*** Block opens ***
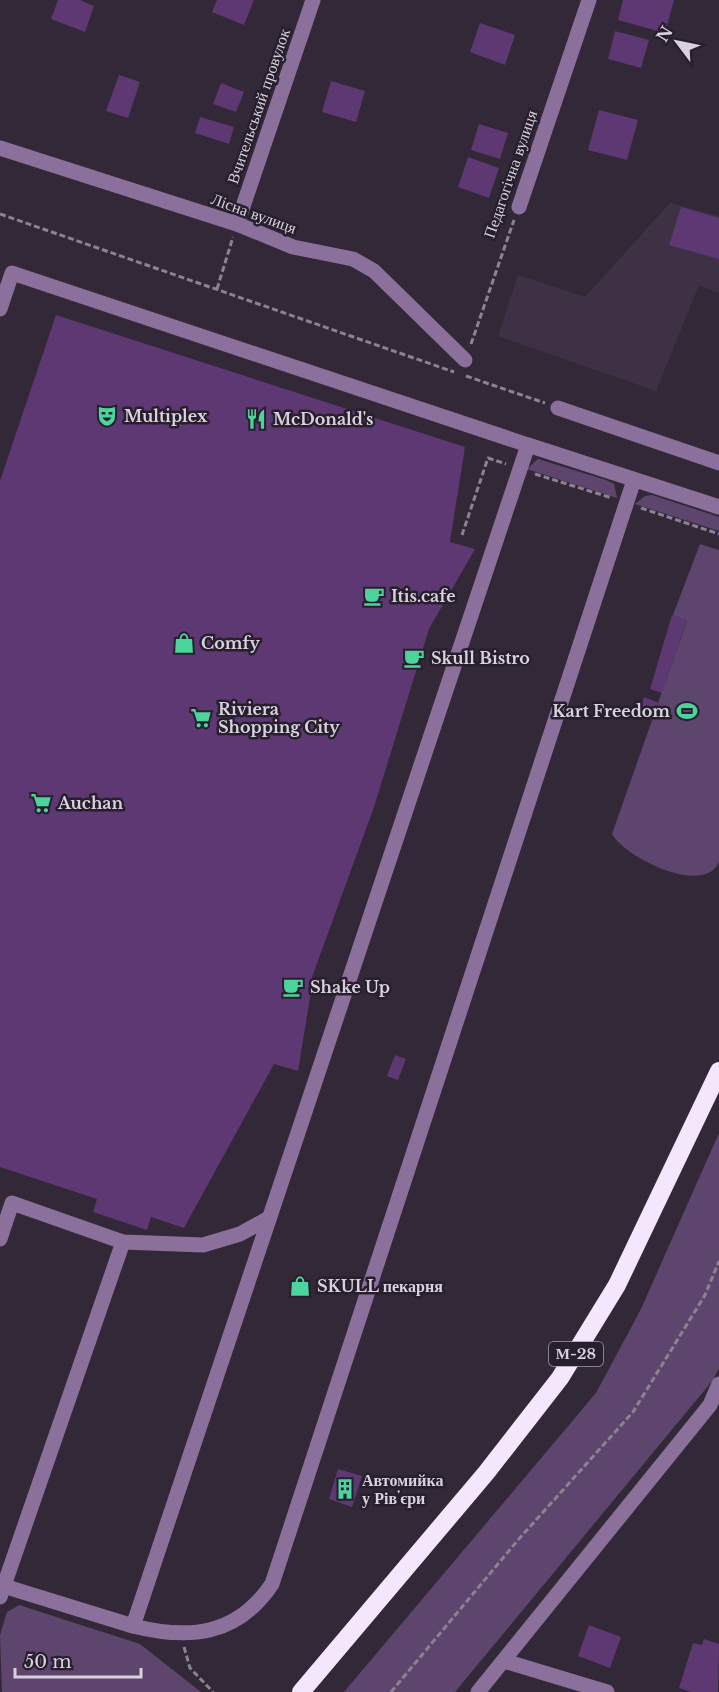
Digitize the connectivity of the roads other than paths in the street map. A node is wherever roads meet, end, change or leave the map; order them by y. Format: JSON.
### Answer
{"nodes":[{"id":1,"x":313,"y":0,"type":"edge"},
{"id":2,"x":589,"y":0,"type":"edge"},
{"id":3,"x":0,"y":148,"type":"edge"},
{"id":4,"x":519,"y":207,"type":"road end"},
{"id":5,"x":237,"y":224,"type":"junction"},
{"id":6,"x":0,"y":309,"type":"edge"},
{"id":7,"x":465,"y":360,"type":"road end"},
{"id":8,"x":558,"y":408,"type":"road end"},
{"id":9,"x":528,"y":445,"type":"junction"},
{"id":10,"x":719,"y":463,"type":"edge"},
{"id":11,"x":634,"y":480,"type":"junction"},
{"id":12,"x":719,"y":507,"type":"edge"},
{"id":13,"x":719,"y":1071,"type":"edge"},
{"id":14,"x":267,"y":1219,"type":"junction"},
{"id":15,"x":0,"y":1239,"type":"edge"},
{"id":16,"x":123,"y":1242,"type":"junction"},
{"id":17,"x":719,"y":1384,"type":"edge"},
{"id":18,"x":1,"y":1589,"type":"edge"},
{"id":19,"x":133,"y":1626,"type":"junction"},
{"id":20,"x":504,"y":1661,"type":"junction"},
{"id":21,"x":301,"y":1692,"type":"edge"},
{"id":22,"x":478,"y":1692,"type":"edge"},
{"id":23,"x":607,"y":1692,"type":"edge"}],
"edges":[{"from":1,"to":5,"type":"street","name":"Вчительський провулок"},
{"from":2,"to":4,"type":"street","name":"Педагогічна вулиця"},
{"from":3,"to":5,"type":"street","name":"Лісна вулиця"},
{"from":5,"to":7,"type":"street","name":"Лісна вулиця"},
{"from":6,"to":9,"type":"street"},
{"from":8,"to":10,"type":"street"},
{"from":9,"to":11,"type":"street"},
{"from":9,"to":14,"type":"street"},
{"from":11,"to":12,"type":"street"},
{"from":11,"to":19,"type":"street"},
{"from":13,"to":21,"type":"highway","number":"М-28"},
{"from":14,"to":16,"type":"street"},
{"from":14,"to":19,"type":"street"},
{"from":15,"to":16,"type":"street"},
{"from":16,"to":18,"type":"street"},
{"from":17,"to":20,"type":"street"},
{"from":18,"to":19,"type":"street"},
{"from":20,"to":22,"type":"street"},
{"from":20,"to":23,"type":"street"}]}
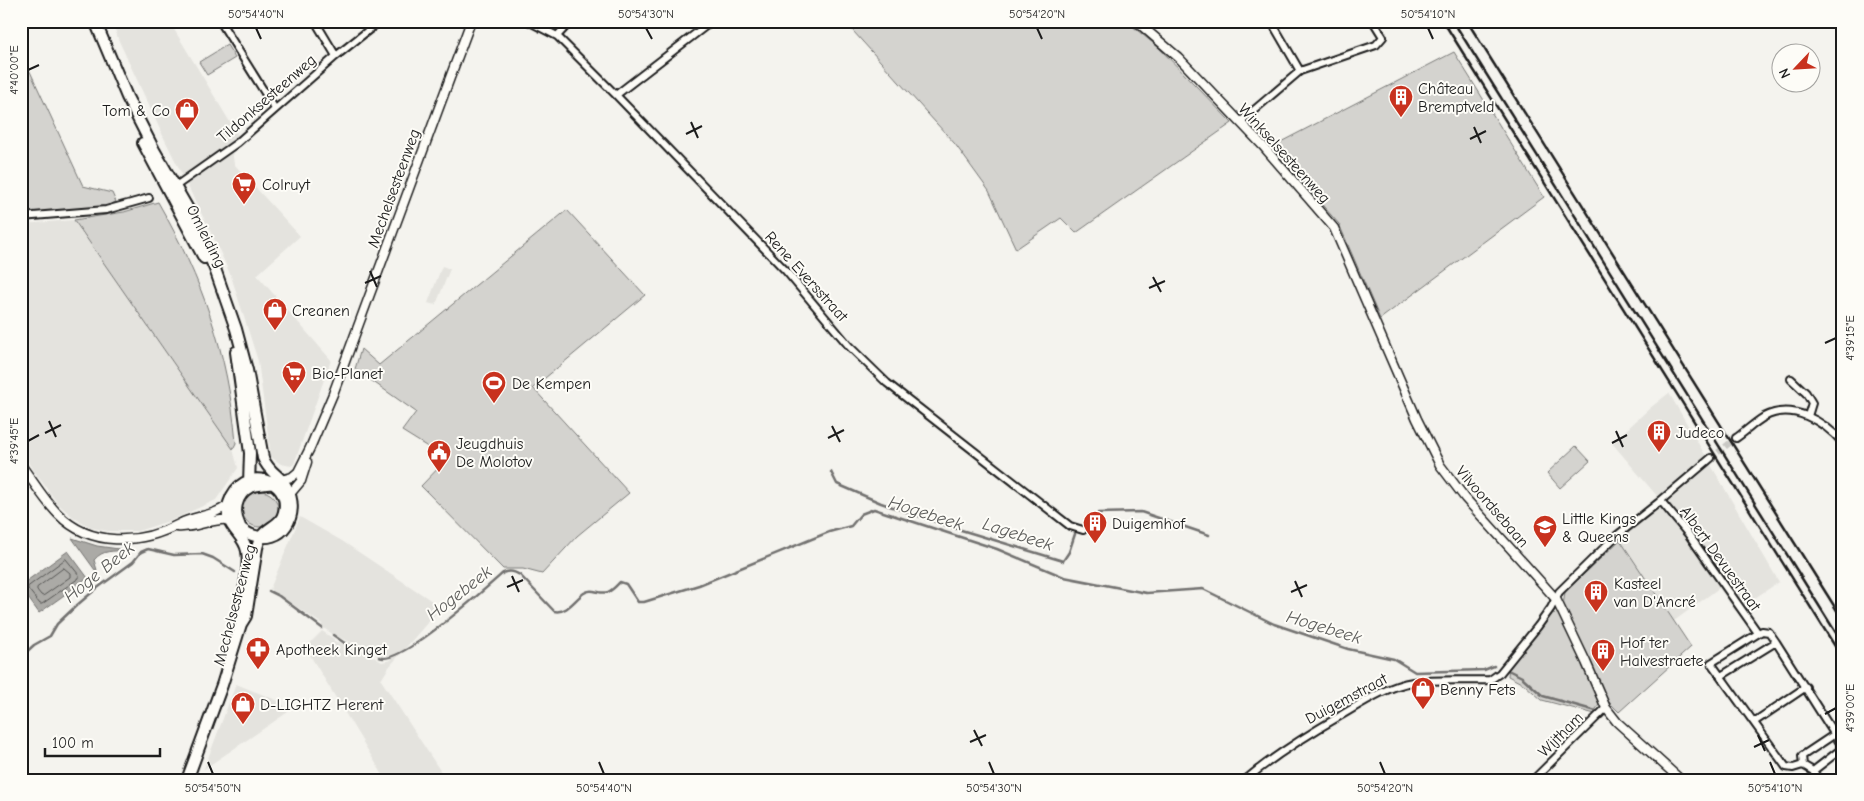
*** Block closes ***
In the copy, no pictures should appear; the records themselves must be repeated exactly.

Solution to this problem:
Digitize the connectivity of the roads other than paths in the street map. A node is wherever roads meet, end, change or leave the map; order them by y. Format: JSON.
### Answer
{"nodes":[{"id":1,"x":313,"y":0,"type":"edge"},
{"id":2,"x":589,"y":0,"type":"edge"},
{"id":3,"x":0,"y":148,"type":"edge"},
{"id":4,"x":519,"y":207,"type":"road end"},
{"id":5,"x":237,"y":224,"type":"junction"},
{"id":6,"x":0,"y":309,"type":"edge"},
{"id":7,"x":465,"y":360,"type":"road end"},
{"id":8,"x":558,"y":408,"type":"road end"},
{"id":9,"x":528,"y":445,"type":"junction"},
{"id":10,"x":719,"y":463,"type":"edge"},
{"id":11,"x":634,"y":480,"type":"junction"},
{"id":12,"x":719,"y":507,"type":"edge"},
{"id":13,"x":719,"y":1071,"type":"edge"},
{"id":14,"x":267,"y":1219,"type":"junction"},
{"id":15,"x":0,"y":1239,"type":"edge"},
{"id":16,"x":123,"y":1242,"type":"junction"},
{"id":17,"x":719,"y":1384,"type":"edge"},
{"id":18,"x":1,"y":1589,"type":"edge"},
{"id":19,"x":133,"y":1626,"type":"junction"},
{"id":20,"x":504,"y":1661,"type":"junction"},
{"id":21,"x":301,"y":1692,"type":"edge"},
{"id":22,"x":478,"y":1692,"type":"edge"},
{"id":23,"x":607,"y":1692,"type":"edge"}],
"edges":[{"from":1,"to":5,"type":"street","name":"Вчительський провулок"},
{"from":2,"to":4,"type":"street","name":"Педагогічна вулиця"},
{"from":3,"to":5,"type":"street","name":"Лісна вулиця"},
{"from":5,"to":7,"type":"street","name":"Лісна вулиця"},
{"from":6,"to":9,"type":"street"},
{"from":8,"to":10,"type":"street"},
{"from":9,"to":11,"type":"street"},
{"from":9,"to":14,"type":"street"},
{"from":11,"to":12,"type":"street"},
{"from":11,"to":19,"type":"street"},
{"from":13,"to":21,"type":"highway","number":"М-28"},
{"from":14,"to":16,"type":"street"},
{"from":14,"to":19,"type":"street"},
{"from":15,"to":16,"type":"street"},
{"from":16,"to":18,"type":"street"},
{"from":17,"to":20,"type":"street"},
{"from":18,"to":19,"type":"street"},
{"from":20,"to":22,"type":"street"},
{"from":20,"to":23,"type":"street"}]}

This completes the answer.